Abstract
Purpose :
Oxidative stress contributes to retinal pigment epithelium (RPE) dysfunction in age-related macular degeneration (AMD), but details on how RPE cells respond/adapt to oxidative stress are not fully understood. The purpose of the present study was to identify and quantitate differentially expressed antioxidant proteins in a human telomerase reverse transcriptase (hTERT)-immortalized RPE cell line exposed to the oxidant, tert-Butyl hydroperoxide (tBHP), using a proteomics approach.
Methods :
hTERT-RPE-1 cells (American Type Culture Collection product number CRL-4000) were exposed to 100μM tBHP for 24 hours to induce oxidative stress. Cells were then processed for tandem mass tag (TMT) labeling, multidimensional liquid chromatography (LC), LC-mass spectrometry data acquisition, database searches and TMT quantitation. Data was collected, reconciled, organized, and Gene Ontology and functional category analyses were carried out.
Results :
Exposure of hTERT-RPE-1 cells to tBHP led to a change in expression of proteins that are part of antioxidant signaling networks, including proteins involved in glutathione metabolism, peroxidases or superoxide dismutases and proteins involved in protection against oxidative stress. Oxidative stress increased expression of four proteins involved in glutathione metabolism by between 15.1- and 26.1-fold and decreased the expression of three such proteins by between 5.2- and 35.3-fold.
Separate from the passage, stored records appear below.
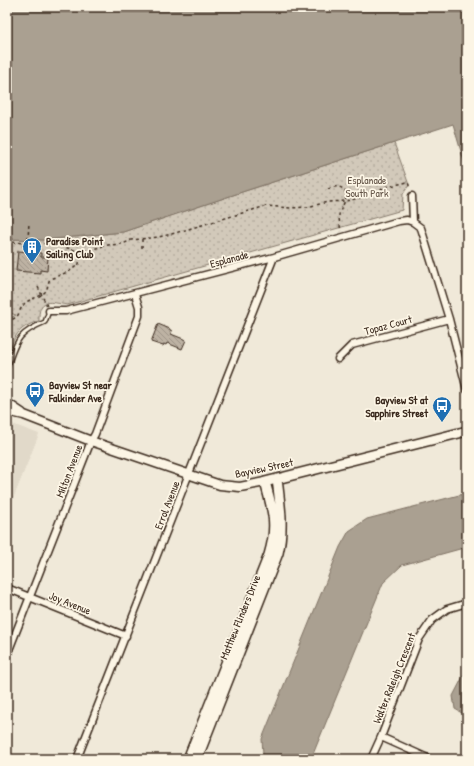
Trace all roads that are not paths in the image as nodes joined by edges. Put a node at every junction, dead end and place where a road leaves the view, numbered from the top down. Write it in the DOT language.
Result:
graph roads {
  1 [pos="412,196"];
  2 [pos="413,222"];
  3 [pos="274,257"];
  4 [pos="135,294"];
  5 [pos="49,311"];
  6 [pos="449,319"];
  7 [pos="338,359"];
  8 [pos="7,368"];
  9 [pos="467,390"];
  10 [pos="7,403"];
  11 [pos="7,411"];
  12 [pos="24,415"];
  13 [pos="467,431"];
  14 [pos="91,441"];
  15 [pos="189,475"];
  16 [pos="277,479"];
  17 [pos="265,482"];
  18 [pos="7,588"];
  19 [pos="30,598"];
  20 [pos="467,604"];
  21 [pos="126,636"];
  22 [pos="7,655"];
  23 [pos="381,737"];
  24 [pos="77,759"];
  25 [pos="188,759"];
  26 [pos="197,759"];
  27 [pos="371,759"];
  28 [pos="430,759"];
  1 -- 2 [label="street"];
  2 -- 3 [label="street, Esplanade"];
  2 -- 6 [label="street"];
  3 -- 4 [label="street, Esplanade"];
  3 -- 15 [label="street, Errol Avenue"];
  4 -- 5 [label="street, Esplanade"];
  4 -- 14 [label="street, Milton Avenue"];
  5 -- 8 [label="lane"];
  6 -- 7 [label="street, Topaz Court"];
  6 -- 9 [label="street"];
  10 -- 12 [label="street, Bayview Street"];
  11 -- 12 [label="street, Bayview Street"];
  12 -- 14 [label="street, Bayview Street"];
  13 -- 16 [label="main road, Bayview Street"];
  14 -- 15 [label="street, Bayview Street"];
  14 -- 19 [label="street, Milton Avenue"];
  15 -- 17 [label="street, Bayview Street"];
  15 -- 21 [label="street, Errol Avenue"];
  16 -- 17 [label="main road, Bayview Street"];
  16 -- 26 [label="main road, Matthew Flinders Drive"];
  17 -- 25 [label="main road, Matthew Flinders Drive"];
  18 -- 19 [label="street, Joy Avenue"];
  19 -- 21 [label="street, Joy Avenue"];
  19 -- 22 [label="street, Milton Avenue"];
  20 -- 23 [label="street, Walter Raleigh Crescent"];
  21 -- 24 [label="street, Errol Avenue"];
  23 -- 27 [label="street, Walter Raleigh Crescent"];
  23 -- 28 [label="street"];
}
Exposure to oxidative stress led to the upregulation of six proteins in the peroxidase / superoxide dismutase group by between 8.4- and 34.1-fold. Lastly, oxidative stress upregulated, by between 8.3- and 28.6-fold, the expression levels of three and downregulated, by between 4.7- and 16.3-fold, the expression levels of four proteins involved in downstream cytoprotective responses against oxidative stress.
Conclusions :
The response of hTERT-RPE-1 cells to extracellularly applied oxidative stress involves changes in the expression levels of proteins that are part of complex protein signaling networks. The present study identified proteins that may be critical for understanding the antioxidant response of RPE cells and their susceptibility to oxidative stress in AMD and other diseases that are characterized by RPE dysfunction, thereby providing novel targets for the development of novel therapeutics.
This abstract was presented at the 2023 ARVO Annual Meeting, held in New Orleans, LA, April 23-27, 2023.